Uber and Lyft delayed plans to pull their businesses out of Minneapolis on May 1 after the city council pushed back an effective date to increase the minimum wage by two months.

Minneapolis City Council unanimously passed the extension to July 1 for the increased minimum hourly wage during a Thursday meeting, according to CNN.

The delay gives lawmakers time to hash out a compromise with Uber and Lyft, which said they were going to end operations in Minneapolis if the drivers’ wages were lifted to the equivalent of the local minimum wage of $15.57 an hour.

Uber said in a statement to CNN Thursday that the councils action paves the way for all stakeholders to work with [Minnesota] leaders on a statewide solution that raises pay at the state level, protects flexibility, and keeps rides affordable.

Lyft said that it’s “willing to support the Minnesota Department of Labor and Industry studys recommended $0.89 per mile and $0.487 per minute rates, which would increase current driver earnings by 17% while allowing us to continue to operate within the city.”

“This is the way we can balance the needs of riders, drivers and our community as a whole,” Lyft said of the Minnesota Labor Department’s recommended rates, which would also achieve $15.57 hourly in wages for drivers.

That study was also a key reason Minneapolis Mayor Jacob Frey, a Democrat, said he opposed the new bill despite supporting a minimum wage for ride-share drivers.

Minneapolis City Council passed an ordinance that amends its regulations for ridesharing employees last summer in a 7-5 vote, which included establishing a minimum wage that says drivers should be paid at least $1.40 per miles and $0.51 per minute — or $5 per ride, whichever is greater — excluding tips.

Without Frey’s support, some council members now want to amend the ordinance and lower the per-mile rate to $1.21, but maintain the proposed per-minute rate of $0.51, CNN reported.

The San Francisco-based ride-hailing service confirmed that it will keep operating in the city until July. Lyft, also based in San Francisco, has said it too will continue operating until July 1.
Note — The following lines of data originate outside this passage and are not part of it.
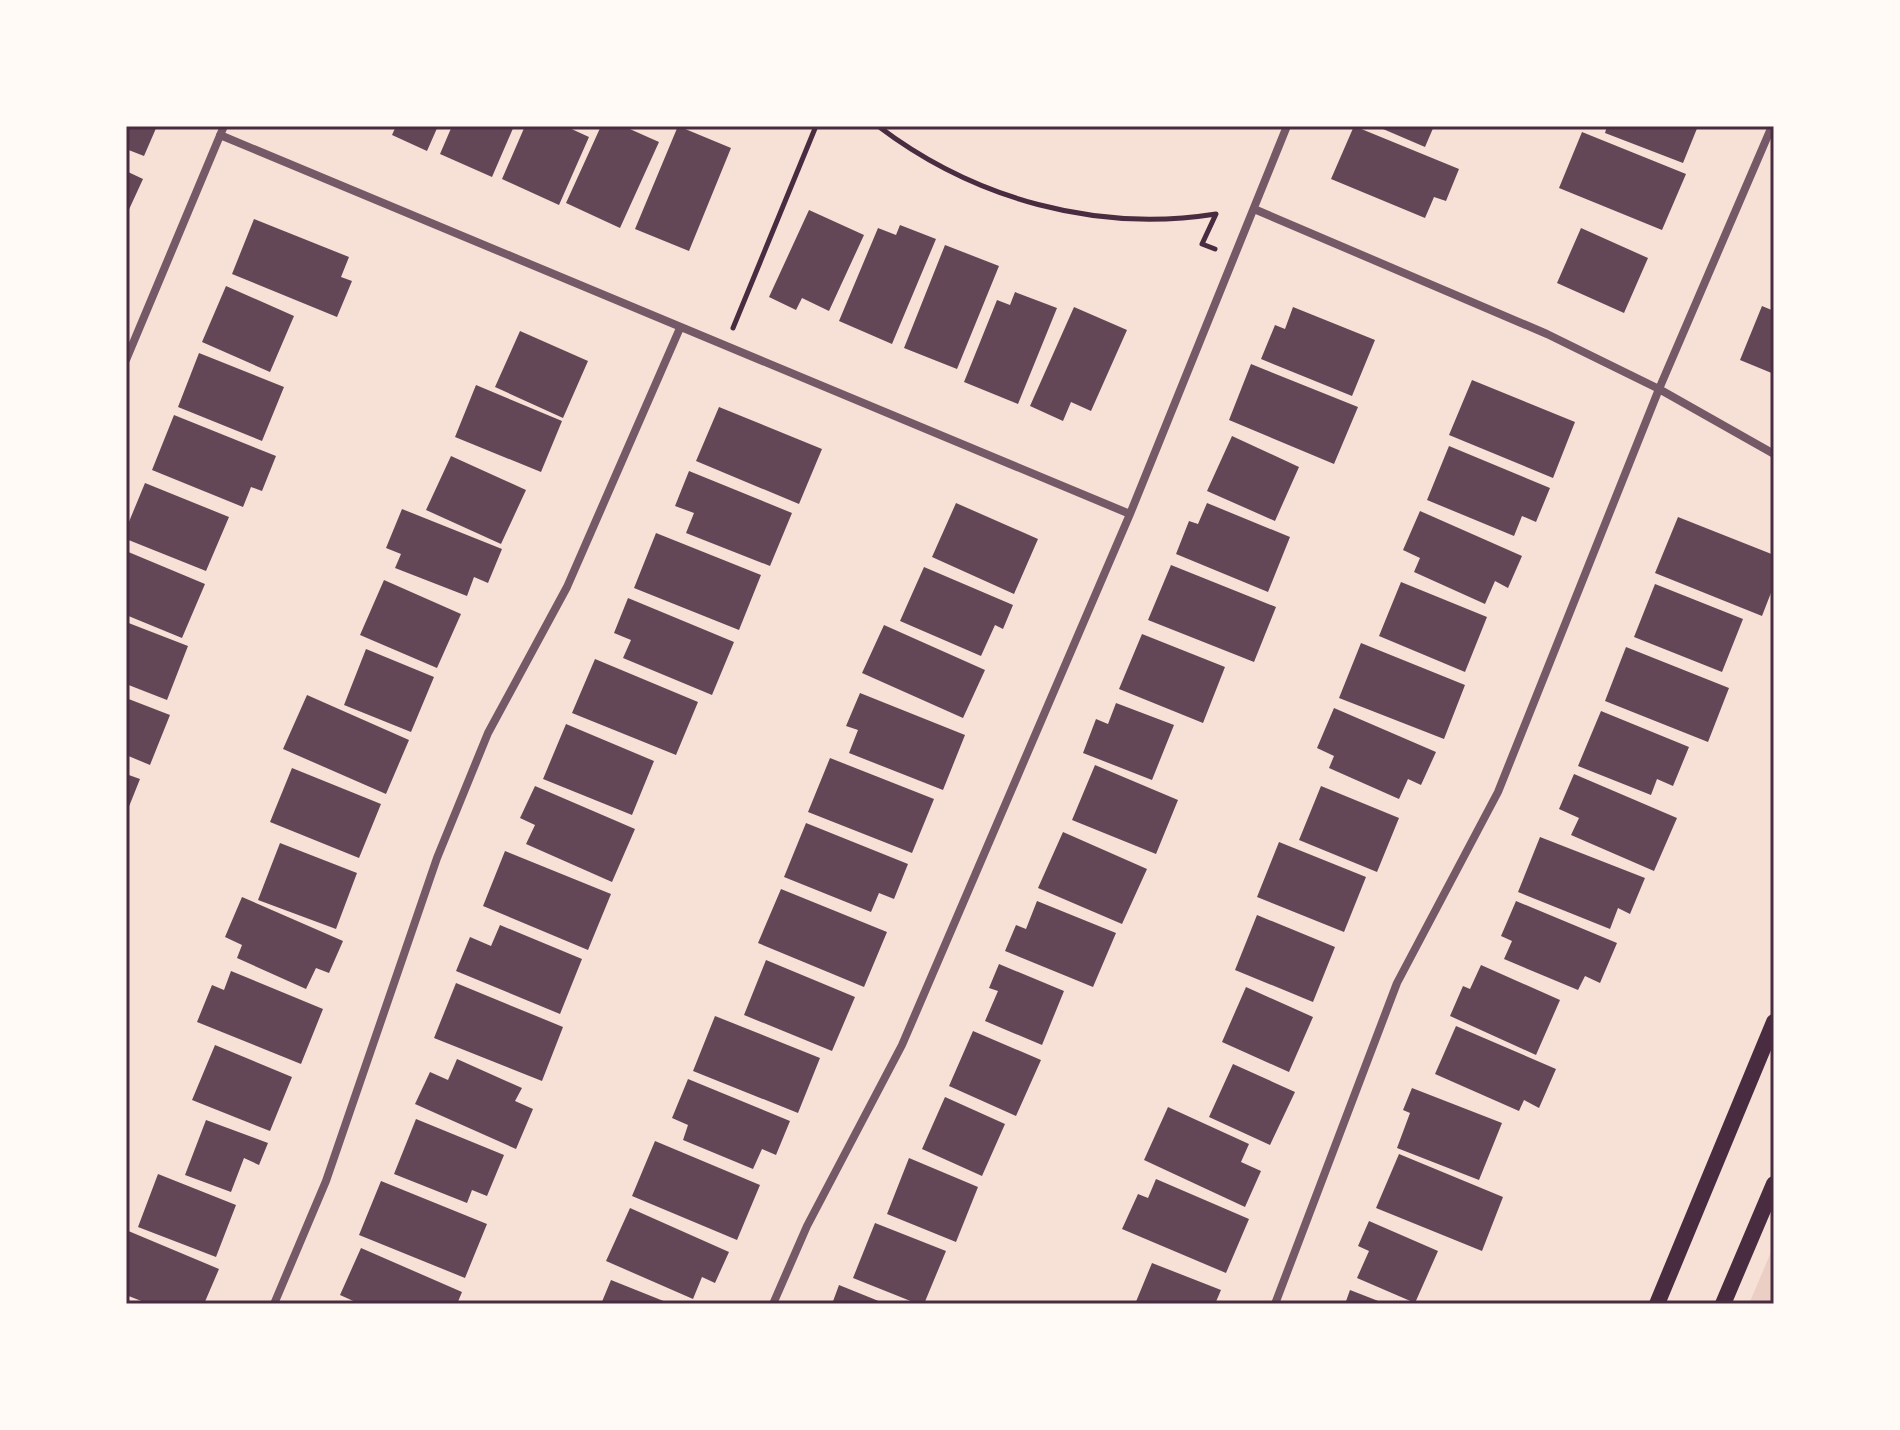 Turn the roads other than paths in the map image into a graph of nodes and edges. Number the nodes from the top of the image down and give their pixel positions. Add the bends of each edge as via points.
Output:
1 (224, 126) edge
2 (1287, 126) edge
3 (1772, 126) edge
4 (220, 135) junction
5 (1254, 209) junction
6 (680, 328) junction
7 (126, 360) edge
8 (1659, 389) junction
9 (1774, 454) edge
10 (1130, 514) junction
11 (1774, 1022) edge
12 (1774, 1184) edge
13 (274, 1304) edge
14 (773, 1304) edge
15 (1275, 1304) edge
16 (1657, 1304) edge
17 (1723, 1304) edge

1 - 4 street
2 - 5 street
3 - 8 street
4 - 6 street
4 - 7 street
5 - 8 street via 1547,334
5 - 10 street
6 - 10 street
6 - 13 street via 567,587 488,733 437,858 326,1181
8 - 9 street
8 - 15 street via 1498,792 1397,983
10 - 14 street via 902,1045 807,1226
11 - 16 main road
12 - 17 main road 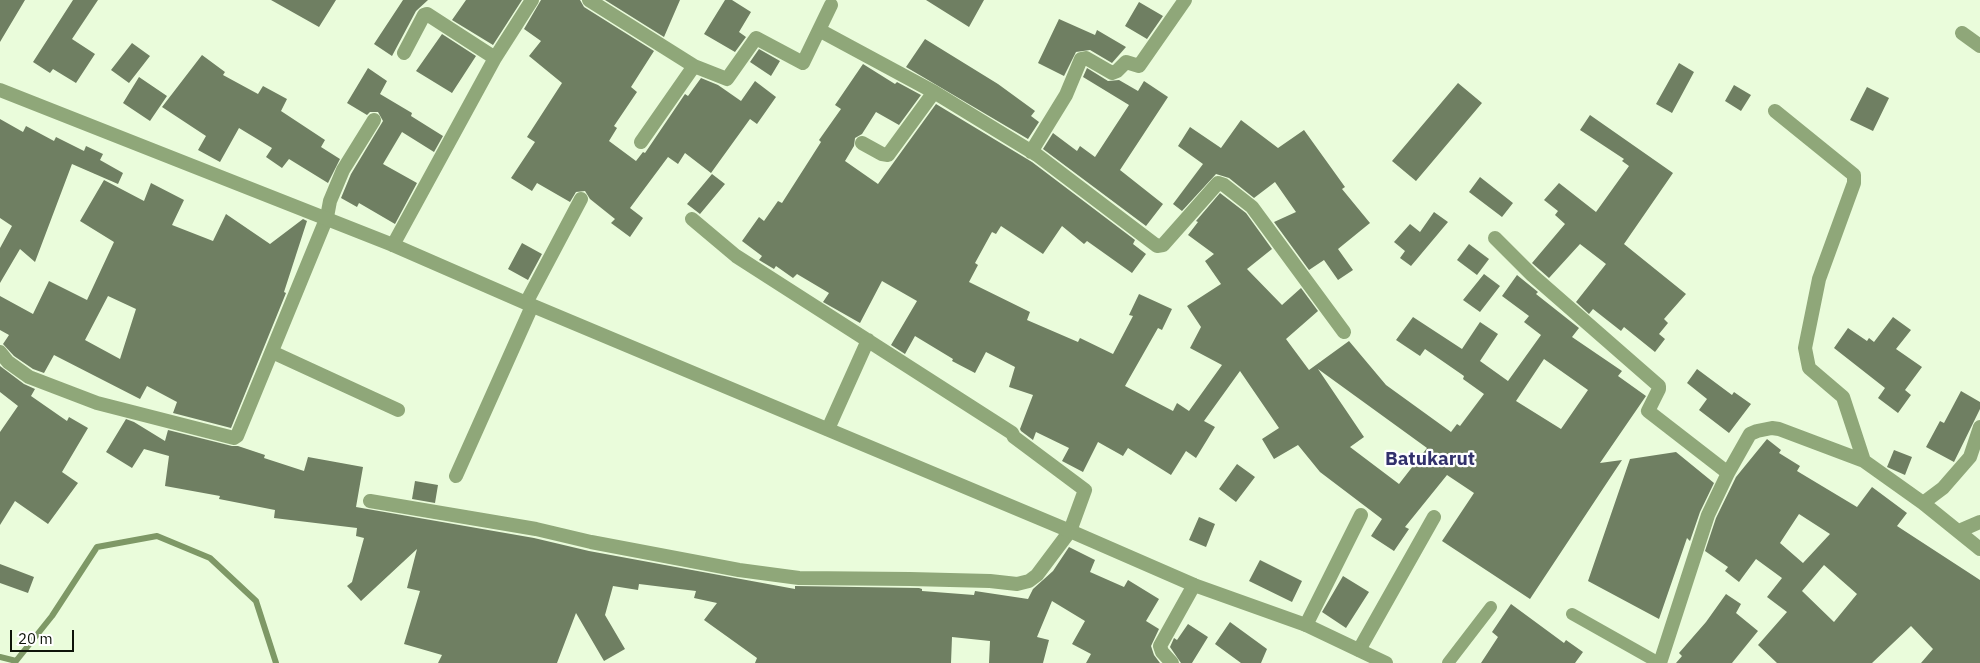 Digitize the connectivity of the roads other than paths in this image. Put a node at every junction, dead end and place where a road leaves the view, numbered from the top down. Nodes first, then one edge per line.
1 (532, 0) edge
2 (589, 0) edge
3 (1185, 0) edge
4 (831, 5) dead end
5 (819, 30) junction
6 (1962, 33) dead end
7 (1980, 46) edge
8 (404, 53) dead end
9 (495, 58) junction
10 (694, 66) junction
11 (0, 90) edge
12 (934, 92) junction
13 (1776, 111) dead end
14 (374, 120) dead end
15 (641, 142) dead end
16 (862, 143) dead end
17 (1031, 152) junction
18 (581, 199) dead end
19 (326, 217) junction
20 (692, 219) dead end
21 (1495, 238) dead end
22 (393, 245) junction
23 (529, 304) junction
24 (1344, 332) dead end
25 (868, 340) junction
26 (0, 352) edge
27 (272, 352) junction
28 (398, 410) dead end
29 (1980, 427) edge
30 (828, 429) junction
31 (1864, 461) junction
32 (1728, 473) junction
33 (456, 476) dead end
34 (370, 500) dead end
35 (1924, 503) junction
36 (1362, 515) dead end
37 (1434, 517) dead end
38 (1980, 522) edge
39 (1070, 531) junction
40 (1959, 531) junction
41 (1980, 548) edge
42 (1194, 585) junction
43 (1492, 607) dead end
44 (1572, 614) dead end
45 (1306, 625) junction
46 (1359, 650) junction
47 (1172, 663) edge
48 (1386, 663) edge
49 (1448, 663) edge
50 (1659, 663) edge

1 - 9 street
2 - 10 street
3 - 17 street
4 - 5 street
5 - 10 street
5 - 12 street
6 - 7 street
8 - 9 street
9 - 22 street
10 - 15 street
11 - 19 street
12 - 16 street
12 - 17 street
13 - 31 street
14 - 19 street
17 - 24 street
18 - 23 street
19 - 22 street
19 - 27 street
20 - 25 street
21 - 32 street
22 - 23 street
23 - 30 street
23 - 33 street
25 - 30 street
25 - 39 street
26 - 27 street
27 - 28 street
29 - 35 street
30 - 39 street
31 - 32 street
31 - 35 street
32 - 50 street
34 - 39 street
35 - 40 street
36 - 45 street
37 - 46 street
38 - 40 street
39 - 42 street
40 - 41 street
42 - 45 street
42 - 47 street
43 - 49 lane
44 - 50 lane
45 - 46 street
46 - 48 street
Lyft added in a statement to The Post: “We are encouraged the Council is recognizing the flaws in their incredibly damaging ordinance.”

“However, the fundamental facts remain the same: this ordinance will make rides too expensive for most riders, meaning drivers will ultimately earn less. This is unsustainable for our customers and would force us to shut down operations in Minneapolis when the ordinance does inevitably take effect.”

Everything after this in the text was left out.